It was discussed a hundred times (and your answer shows partly why Brexit won:
the message didn't get there) that the UK is not in Schengen (hence they
control their borders) and can stop and/or kick out any EU nationals that are
a security issue or a burden to the system. Other countries have exercised
this right previously (Spaniards kicked out of Belgium, English hooligans
threatened to be kicked out of France during the last Eurocup, etc).

The only reason to kick foreigners people think of when they talk about
control is fear. They fear foreigners. That's what "the EU didn't let them".

------
hackuser
People supporting bad policies like to say there are no bad consequences.
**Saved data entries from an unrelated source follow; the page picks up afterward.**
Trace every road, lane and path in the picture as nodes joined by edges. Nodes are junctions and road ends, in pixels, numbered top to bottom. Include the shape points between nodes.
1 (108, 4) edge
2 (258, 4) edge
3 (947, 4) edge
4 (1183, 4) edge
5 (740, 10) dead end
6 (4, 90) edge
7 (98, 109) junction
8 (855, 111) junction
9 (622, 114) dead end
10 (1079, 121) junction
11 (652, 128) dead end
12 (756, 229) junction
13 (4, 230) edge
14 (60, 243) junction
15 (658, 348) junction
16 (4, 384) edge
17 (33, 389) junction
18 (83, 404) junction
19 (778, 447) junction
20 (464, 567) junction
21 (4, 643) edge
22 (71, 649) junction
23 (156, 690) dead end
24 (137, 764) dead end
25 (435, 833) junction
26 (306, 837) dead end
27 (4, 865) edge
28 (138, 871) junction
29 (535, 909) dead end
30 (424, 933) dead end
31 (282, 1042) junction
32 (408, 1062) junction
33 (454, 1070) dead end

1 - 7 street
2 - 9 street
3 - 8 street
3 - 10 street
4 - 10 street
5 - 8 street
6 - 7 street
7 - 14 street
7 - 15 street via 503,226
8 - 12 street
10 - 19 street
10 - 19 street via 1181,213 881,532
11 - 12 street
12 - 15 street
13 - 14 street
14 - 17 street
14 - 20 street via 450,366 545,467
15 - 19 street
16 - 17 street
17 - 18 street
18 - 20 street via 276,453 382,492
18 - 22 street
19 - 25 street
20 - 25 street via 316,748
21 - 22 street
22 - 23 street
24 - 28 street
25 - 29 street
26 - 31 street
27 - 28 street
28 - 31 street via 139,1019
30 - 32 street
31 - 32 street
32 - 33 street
You hear this about Brexit, climate change, bankrupting the government,
violence and war, etc. It's the same rhetorical tool used for a lot of
propaganda: You can lie in a moment; it takes hours or days for people to
gather the evidence to disprove it.

(To disarm this propaganda: It's easy to construct nonsense that sounds
plausible - even to you, smart person; don't let your ego be your weakness -
and professionals make a study and art of it. Don't take anything seriously
unless it has serious evidence and research behind it in the first place; the
first claim has the burden of proof. Also, notice that their real argument is
in the unspoken assumptions behind it, how the issue is defined and framed.)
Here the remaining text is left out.